Task to complete ▸
Wherever an image appears in the entries, drop it and reproduce everything else exactly.

Information provided ▸
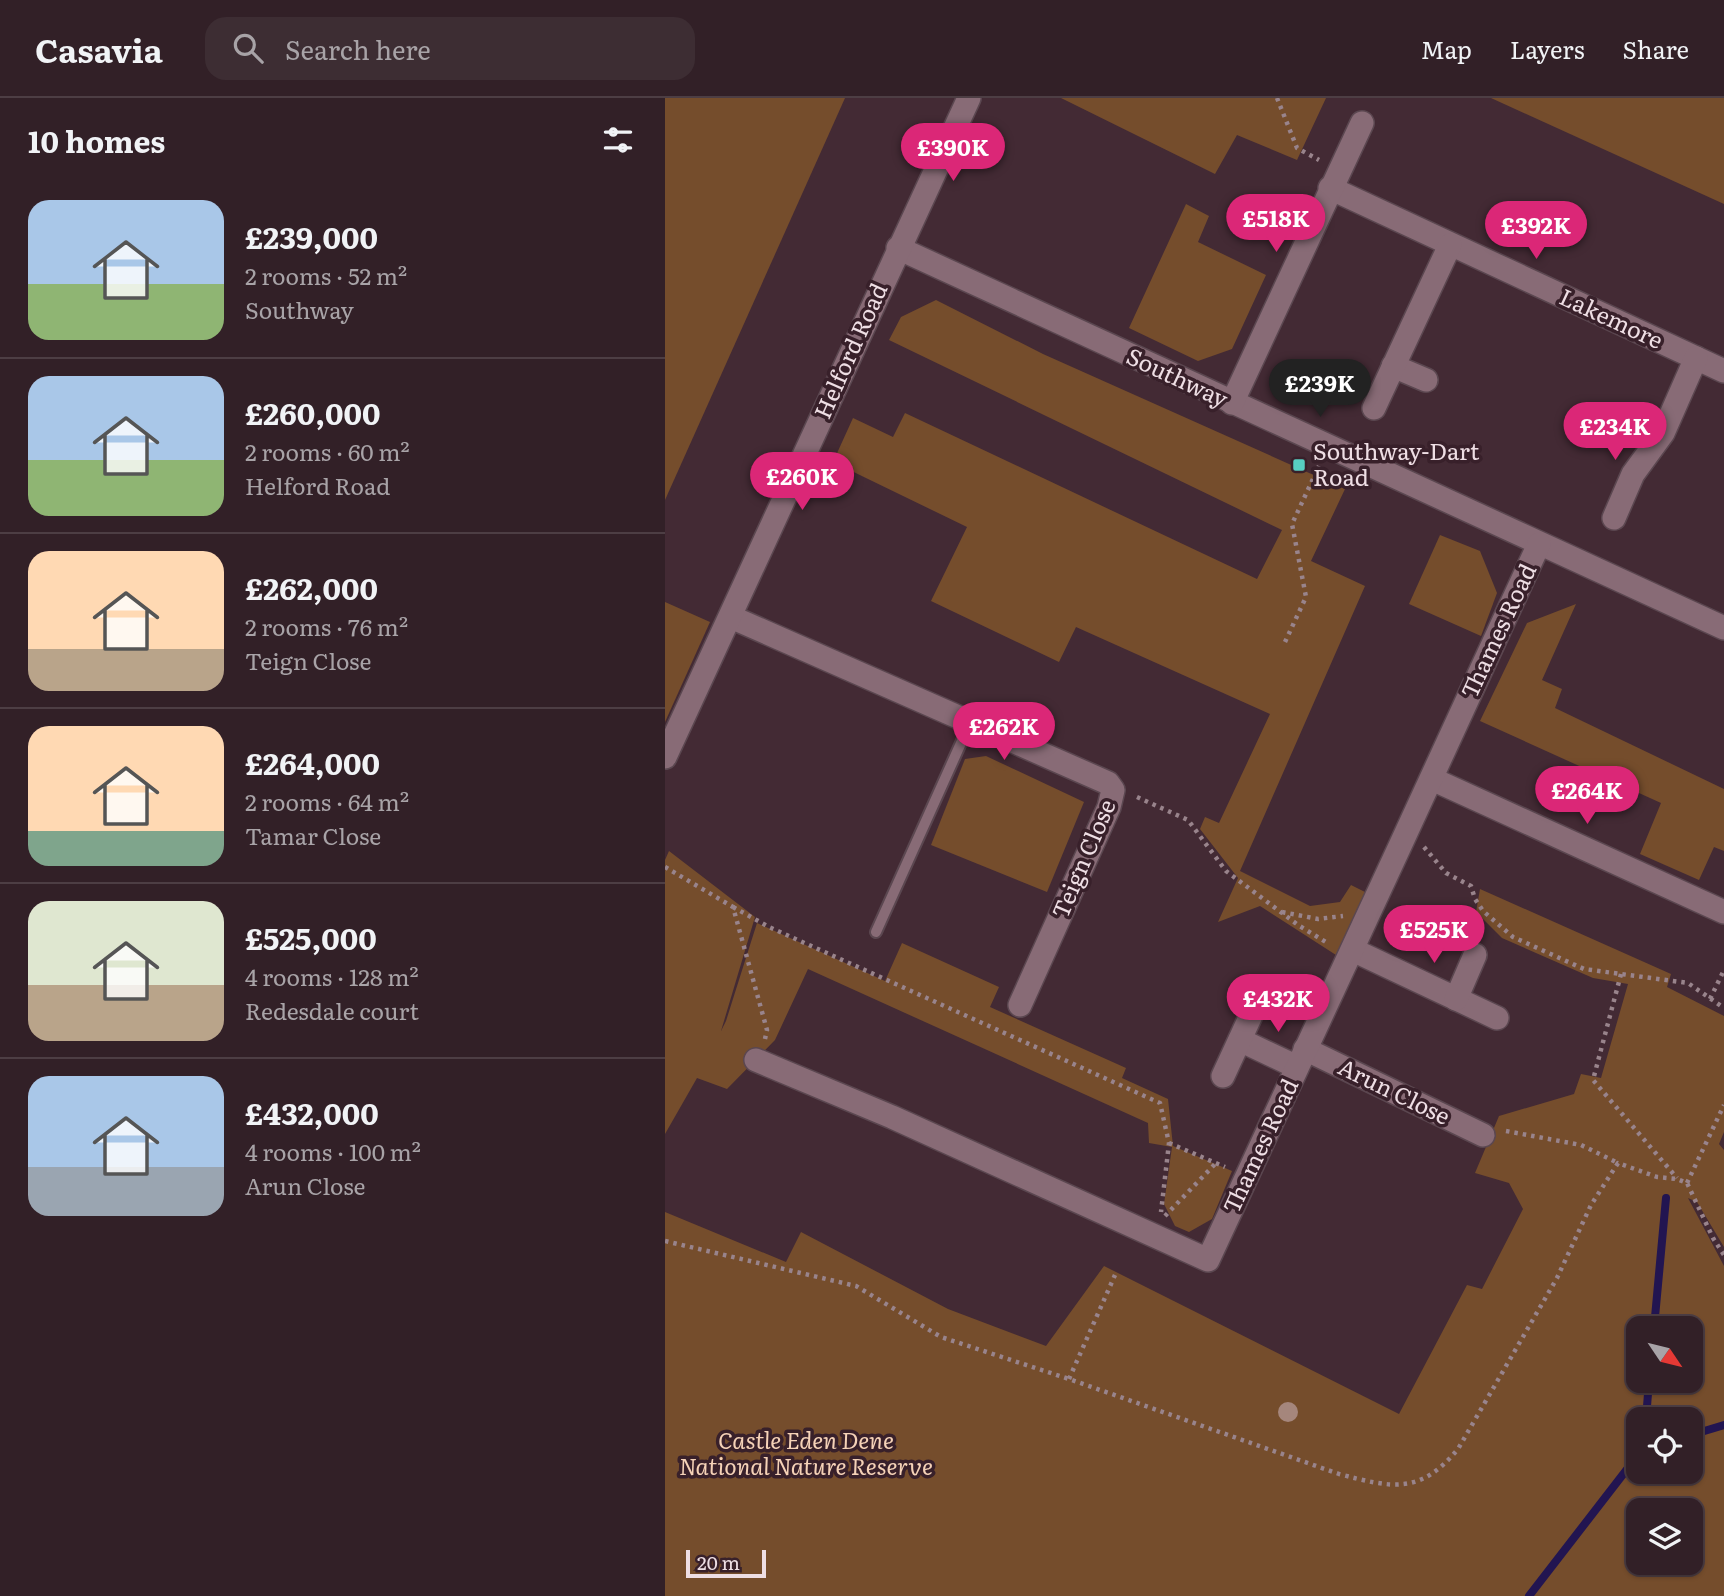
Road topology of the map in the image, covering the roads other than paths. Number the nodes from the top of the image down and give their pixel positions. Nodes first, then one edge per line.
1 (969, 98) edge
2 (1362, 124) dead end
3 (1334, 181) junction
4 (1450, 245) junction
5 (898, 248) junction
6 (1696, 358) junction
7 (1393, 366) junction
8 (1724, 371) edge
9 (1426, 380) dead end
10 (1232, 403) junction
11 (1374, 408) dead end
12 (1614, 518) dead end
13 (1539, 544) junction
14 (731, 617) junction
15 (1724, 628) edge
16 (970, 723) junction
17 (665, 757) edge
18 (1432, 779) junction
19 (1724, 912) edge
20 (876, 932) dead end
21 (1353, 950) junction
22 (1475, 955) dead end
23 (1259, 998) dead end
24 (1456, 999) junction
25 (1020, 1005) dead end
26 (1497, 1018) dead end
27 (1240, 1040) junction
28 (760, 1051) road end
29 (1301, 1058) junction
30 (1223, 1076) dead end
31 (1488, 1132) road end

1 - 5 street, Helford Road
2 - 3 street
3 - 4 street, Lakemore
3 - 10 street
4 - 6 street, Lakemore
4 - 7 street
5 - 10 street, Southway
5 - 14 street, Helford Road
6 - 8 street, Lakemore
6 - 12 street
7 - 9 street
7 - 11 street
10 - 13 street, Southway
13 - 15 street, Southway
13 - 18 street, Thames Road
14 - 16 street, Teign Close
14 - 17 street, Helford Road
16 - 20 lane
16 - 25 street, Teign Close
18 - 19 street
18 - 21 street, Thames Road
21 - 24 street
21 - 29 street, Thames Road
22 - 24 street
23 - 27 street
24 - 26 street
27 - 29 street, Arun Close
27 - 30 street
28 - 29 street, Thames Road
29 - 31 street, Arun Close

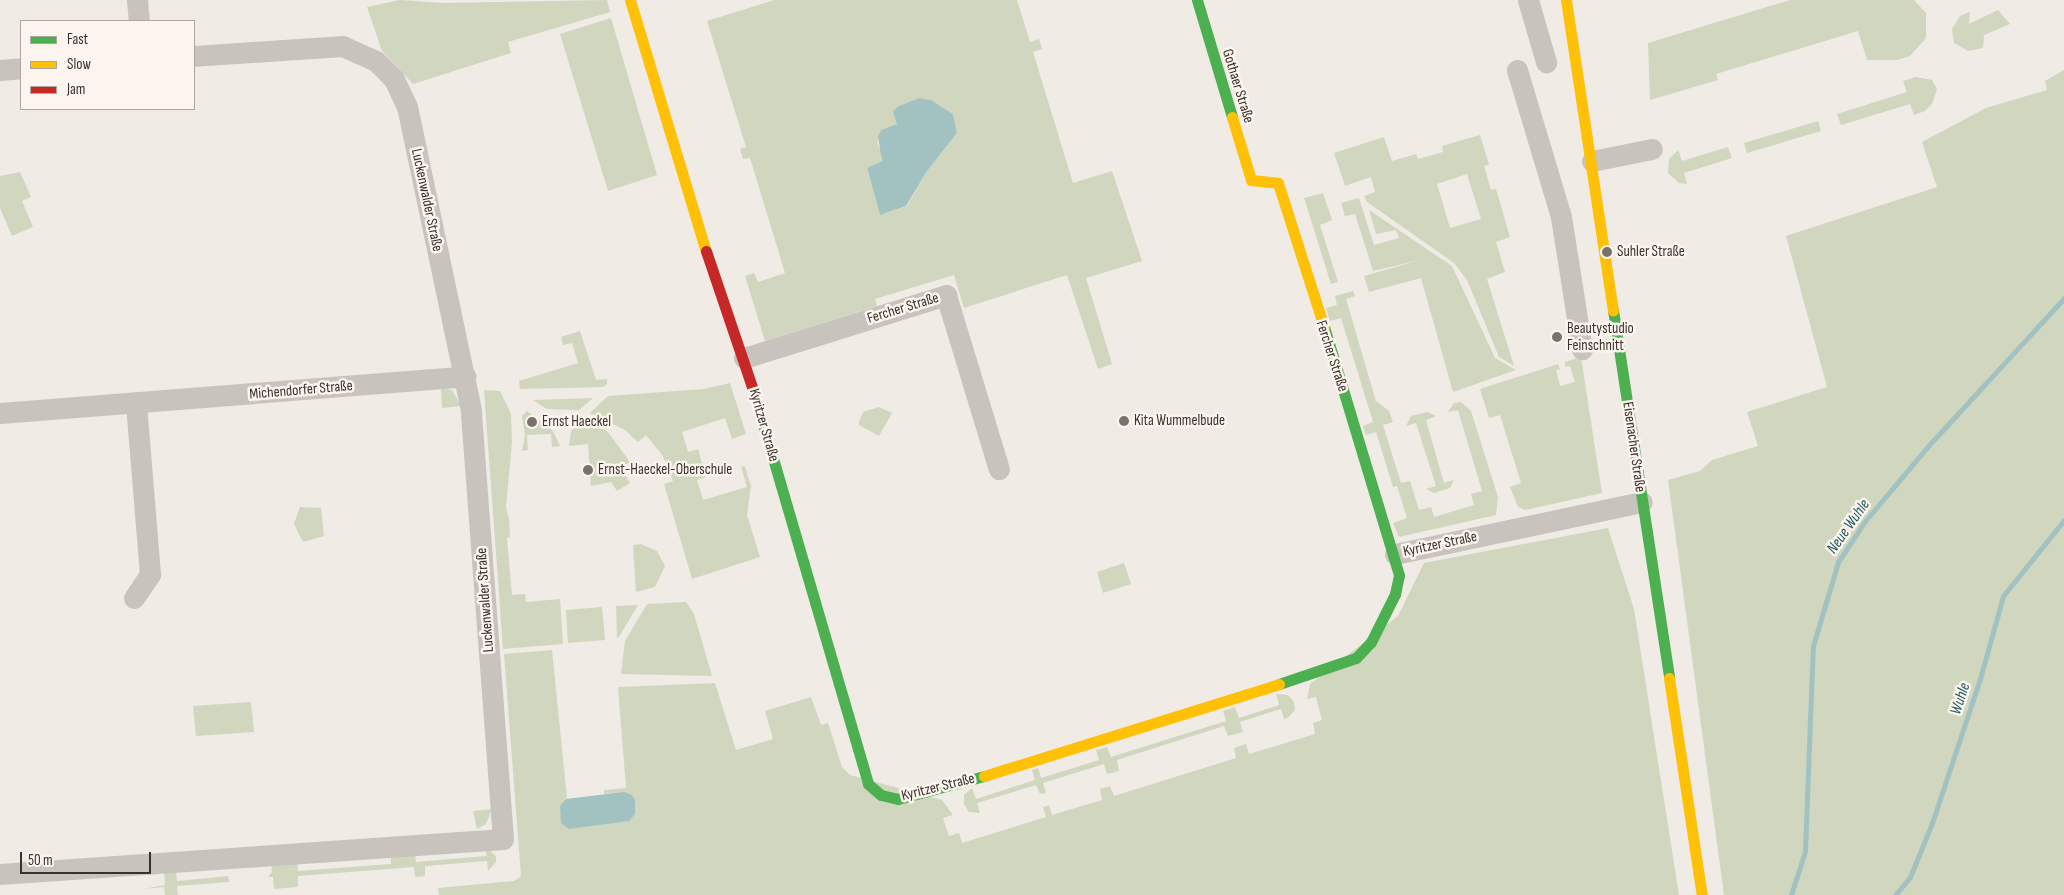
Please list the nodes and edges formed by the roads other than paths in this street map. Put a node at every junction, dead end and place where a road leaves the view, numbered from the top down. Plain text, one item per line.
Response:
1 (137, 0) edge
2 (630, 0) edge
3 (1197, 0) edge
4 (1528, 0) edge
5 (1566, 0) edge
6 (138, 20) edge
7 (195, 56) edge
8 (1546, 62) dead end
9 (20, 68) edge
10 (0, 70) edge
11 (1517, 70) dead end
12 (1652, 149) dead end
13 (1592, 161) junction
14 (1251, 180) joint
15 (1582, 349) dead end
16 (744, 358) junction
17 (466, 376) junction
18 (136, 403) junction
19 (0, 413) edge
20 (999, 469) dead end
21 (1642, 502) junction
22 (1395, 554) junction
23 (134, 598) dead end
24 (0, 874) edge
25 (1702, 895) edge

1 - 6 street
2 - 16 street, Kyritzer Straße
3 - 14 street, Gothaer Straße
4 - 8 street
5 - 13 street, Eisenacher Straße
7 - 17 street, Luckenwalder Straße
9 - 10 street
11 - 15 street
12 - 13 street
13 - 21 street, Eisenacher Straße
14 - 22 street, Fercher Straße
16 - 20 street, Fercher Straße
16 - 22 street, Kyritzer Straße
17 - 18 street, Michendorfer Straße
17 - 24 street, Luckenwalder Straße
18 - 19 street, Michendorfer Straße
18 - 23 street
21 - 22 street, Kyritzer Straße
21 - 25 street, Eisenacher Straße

Your solution ▸
Road topology of the map in the image, covering the roads other than paths. Number the nodes from the top of the image down and give their pixel positions. Nodes first, then one edge per line.
1 (969, 98) edge
2 (1362, 124) dead end
3 (1334, 181) junction
4 (1450, 245) junction
5 (898, 248) junction
6 (1696, 358) junction
7 (1393, 366) junction
8 (1724, 371) edge
9 (1426, 380) dead end
10 (1232, 403) junction
11 (1374, 408) dead end
12 (1614, 518) dead end
13 (1539, 544) junction
14 (731, 617) junction
15 (1724, 628) edge
16 (970, 723) junction
17 (665, 757) edge
18 (1432, 779) junction
19 (1724, 912) edge
20 (876, 932) dead end
21 (1353, 950) junction
22 (1475, 955) dead end
23 (1259, 998) dead end
24 (1456, 999) junction
25 (1020, 1005) dead end
26 (1497, 1018) dead end
27 (1240, 1040) junction
28 (760, 1051) road end
29 (1301, 1058) junction
30 (1223, 1076) dead end
31 (1488, 1132) road end

1 - 5 street, Helford Road
2 - 3 street
3 - 4 street, Lakemore
3 - 10 street
4 - 6 street, Lakemore
4 - 7 street
5 - 10 street, Southway
5 - 14 street, Helford Road
6 - 8 street, Lakemore
6 - 12 street
7 - 9 street
7 - 11 street
10 - 13 street, Southway
13 - 15 street, Southway
13 - 18 street, Thames Road
14 - 16 street, Teign Close
14 - 17 street, Helford Road
16 - 20 lane
16 - 25 street, Teign Close
18 - 19 street
18 - 21 street, Thames Road
21 - 24 street
21 - 29 street, Thames Road
22 - 24 street
23 - 27 street
24 - 26 street
27 - 29 street, Arun Close
27 - 30 street
28 - 29 street, Thames Road
29 - 31 street, Arun Close

Please list the nodes and edges formed by the roads other than paths in this street map. Put a node at every junction, dead end and place where a road leaves the view, numbered from the top down. Plain text, one item per line.
Response:
1 (137, 0) edge
2 (630, 0) edge
3 (1197, 0) edge
4 (1528, 0) edge
5 (1566, 0) edge
6 (138, 20) edge
7 (195, 56) edge
8 (1546, 62) dead end
9 (20, 68) edge
10 (0, 70) edge
11 (1517, 70) dead end
12 (1652, 149) dead end
13 (1592, 161) junction
14 (1251, 180) joint
15 (1582, 349) dead end
16 (744, 358) junction
17 (466, 376) junction
18 (136, 403) junction
19 (0, 413) edge
20 (999, 469) dead end
21 (1642, 502) junction
22 (1395, 554) junction
23 (134, 598) dead end
24 (0, 874) edge
25 (1702, 895) edge

1 - 6 street
2 - 16 street, Kyritzer Straße
3 - 14 street, Gothaer Straße
4 - 8 street
5 - 13 street, Eisenacher Straße
7 - 17 street, Luckenwalder Straße
9 - 10 street
11 - 15 street
12 - 13 street
13 - 21 street, Eisenacher Straße
14 - 22 street, Fercher Straße
16 - 20 street, Fercher Straße
16 - 22 street, Kyritzer Straße
17 - 18 street, Michendorfer Straße
17 - 24 street, Luckenwalder Straße
18 - 19 street, Michendorfer Straße
18 - 23 street
21 - 22 street, Kyritzer Straße
21 - 25 street, Eisenacher Straße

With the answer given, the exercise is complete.